Redirect chains compound latency and bleed link equity. Legacy mappings in a flat key-value table often require several hops to reach the destination. Flatten them at build time or ISR revalidation — cache the resolved target alongside the source for single-hop resolution. For high-traffic legacy paths, skip the Node.js runtime entirely: declarative redirect arrays evaluated at the CDN layer eliminate cold-start latency and serverless cost.

JSON
{
  "redirects": [
    { "source": "/legacy-blog/:slug", "destination": "/blog/:slug", "statusCode": 301 },
    { "source": "/en/old-product", "destination": "/en/new-product", "statusCode": 302 }
  ]
}

The provider matches the source pattern against the incoming URI, captures the group, and issues the status before the request reaches the application server.

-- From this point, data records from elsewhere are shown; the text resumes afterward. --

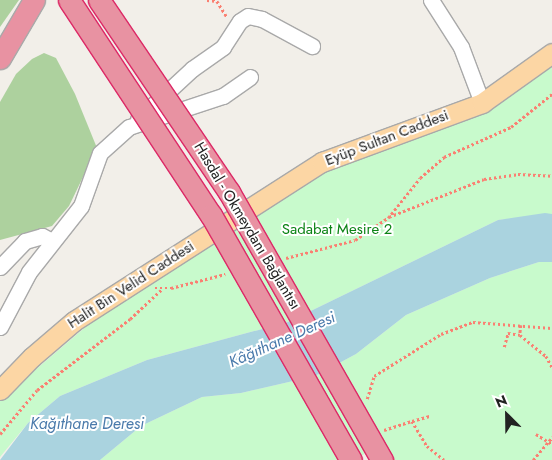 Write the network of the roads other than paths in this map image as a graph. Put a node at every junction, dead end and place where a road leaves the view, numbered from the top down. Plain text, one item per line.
1 (34, 0) edge
2 (69, 0) edge
3 (99, 0) edge
4 (430, 0) edge
5 (312, 46) dead end
6 (552, 53) edge
7 (0, 58) edge
8 (250, 77) dead end
9 (482, 103) junction
10 (129, 127) junction
11 (223, 226) joint
12 (52, 241) junction
13 (0, 267) edge
14 (0, 327) edge
15 (0, 390) edge
16 (351, 460) edge
17 (382, 460) edge

1 - 7 highway
2 - 16 highway, Hasdal - Okmeydanı Bağlantısı, bridge
3 - 17 highway, Hasdal - Okmeydanı Bağlantısı, bridge
4 - 9 street
5 - 10 street
6 - 9 main road, Eyüp Sultan Caddesi
8 - 10 street
9 - 11 main road, Eyüp Sultan Caddesi
10 - 12 street
11 - 15 main road, Halit Bin Velid Caddesi
12 - 13 street
12 - 14 street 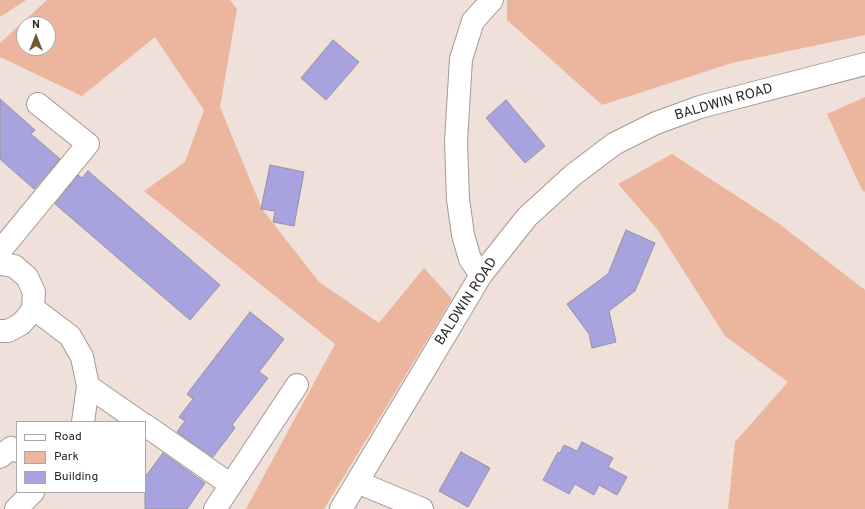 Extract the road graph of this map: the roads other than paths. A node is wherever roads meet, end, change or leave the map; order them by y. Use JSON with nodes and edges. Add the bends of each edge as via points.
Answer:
{"nodes":[{"id":1,"x":492,"y":0,"type":"edge"},
{"id":2,"x":865,"y":64,"type":"edge"},
{"id":3,"x":38,"y":104,"type":"dead end"},
{"id":4,"x":0,"y":251,"type":"edge"},
{"id":5,"x":0,"y":264,"type":"edge"},
{"id":6,"x":481,"y":275,"type":"junction"},
{"id":7,"x":33,"y":308,"type":"junction"},
{"id":8,"x":0,"y":331,"type":"edge"},
{"id":9,"x":297,"y":385,"type":"dead end"},
{"id":10,"x":88,"y":386,"type":"junction"},
{"id":11,"x":83,"y":421,"type":"edge"},
{"id":12,"x":139,"y":421,"type":"edge"},
{"id":13,"x":146,"y":426,"type":"edge"},
{"id":14,"x":16,"y":450,"type":"edge"},
{"id":15,"x":0,"y":457,"type":"edge"},
{"id":16,"x":357,"y":482,"type":"junction"},
{"id":17,"x":231,"y":485,"type":"junction"},
{"id":18,"x":32,"y":493,"type":"edge"},
{"id":19,"x":16,"y":509,"type":"edge"},
{"id":20,"x":215,"y":509,"type":"edge"},
{"id":21,"x":340,"y":509,"type":"edge"},
{"id":22,"x":422,"y":509,"type":"edge"}],
"edges":[{"from":1,"to":6,"type":"street","via":[[473,21],[461,59],[456,141],[458,199],[463,235],[470,259]]},
{"from":2,"to":6,"type":"street","name":"BALDWIN ROAD","via":[[700,107],[656,123],[614,144],[573,175],[527,217]]},
{"from":3,"to":4,"type":"street","via":[[88,144]]},
{"from":5,"to":7,"type":"street","via":[[14,266],[27,277],[34,292]]},
{"from":6,"to":16,"type":"street","name":"BALDWIN ROAD"},
{"from":7,"to":8,"type":"street","via":[[21,324]]},
{"from":7,"to":10,"type":"street","via":[[70,336],[82,357]]},
{"from":9,"to":17,"type":"street"},
{"from":10,"to":11,"type":"street"},
{"from":10,"to":12,"type":"street"},
{"from":13,"to":17,"type":"street"},
{"from":14,"to":15,"type":"street","via":[[12,448]]},
{"from":16,"to":21,"type":"street","name":"BALDWIN ROAD"},
{"from":16,"to":22,"type":"street"},
{"from":17,"to":20,"type":"street"},
{"from":18,"to":19,"type":"street"}]}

Multilingual Routing & Canonical Fallbacks

Missing localized slugs should cascade to a default locale, not hard-404. A deterministic resolver queries the CMS locale matrix before rendering, then returns a 302 to the canonical locale or serves default content with explicit hreflang. When fallback routes lack canonicalization, search engines flag duplicate content — inject rel="canonical" pointing to the authoritative locale during metadata generation. This feeds directly into Localization & SEO Optimization.

TypeScript
// Locale fallback resolver
export async function resolveLocaleFallback(path: string, requestedLocale: string): Promise<{ url: string; status: 302 | 200 }> {
  const availableLocales = await fetchAvailableLocales(path);
  
  if (availableLocales.includes(requestedLocale)) {
    return { url: `/${requestedLocale}/${path}`, status: 200 };
  }
  
  const defaultLocale = 'en';
  return { url: `/${defaultLocale}/${path}`, status: 302 };
}

Cache Invalidation & Webhook Purging

ISR and SSG invalidation races generate phantom 404s: a deletion leaves the cached route live while the framework fetches a now-missing payload. Purge via webhook, targeting both the page route and its parent index, and keep routing state synced with Dynamic Sitemap Generation so the sitemap reflects real availability. On a deletion event, purge the route cache and the sitemap index in parallel.

TypeScript
// Webhook handler: purge stale routes
export async function handleCMSWebhook(payload: { event: string; slug: string }) {
  if (payload.event === 'entry.delete') {
    const routePath = `/blog/${payload.slug}`;
    
    // Purge ISR cache for the specific route
    await revalidatePath(routePath);
    
    // Purge parent index to prevent stale aggregation
    await revalidatePath('/blog');
    
    // Trigger sitemap regeneration
    await regenerateSitemap();
  }
}

Standards Compliance

Validate payload schemas at the fetch layer, map status codes explicitly, and push high-volume redirects to the CDN edge. HTTP Semantics RFC 9110 defines the status codes; the Next.js Routing Documentation covers framework specifics. Explicit state management, edge interception, and deterministic invalidation are what eliminate soft 404s, preserve link equity, and keep crawl behavior predictable.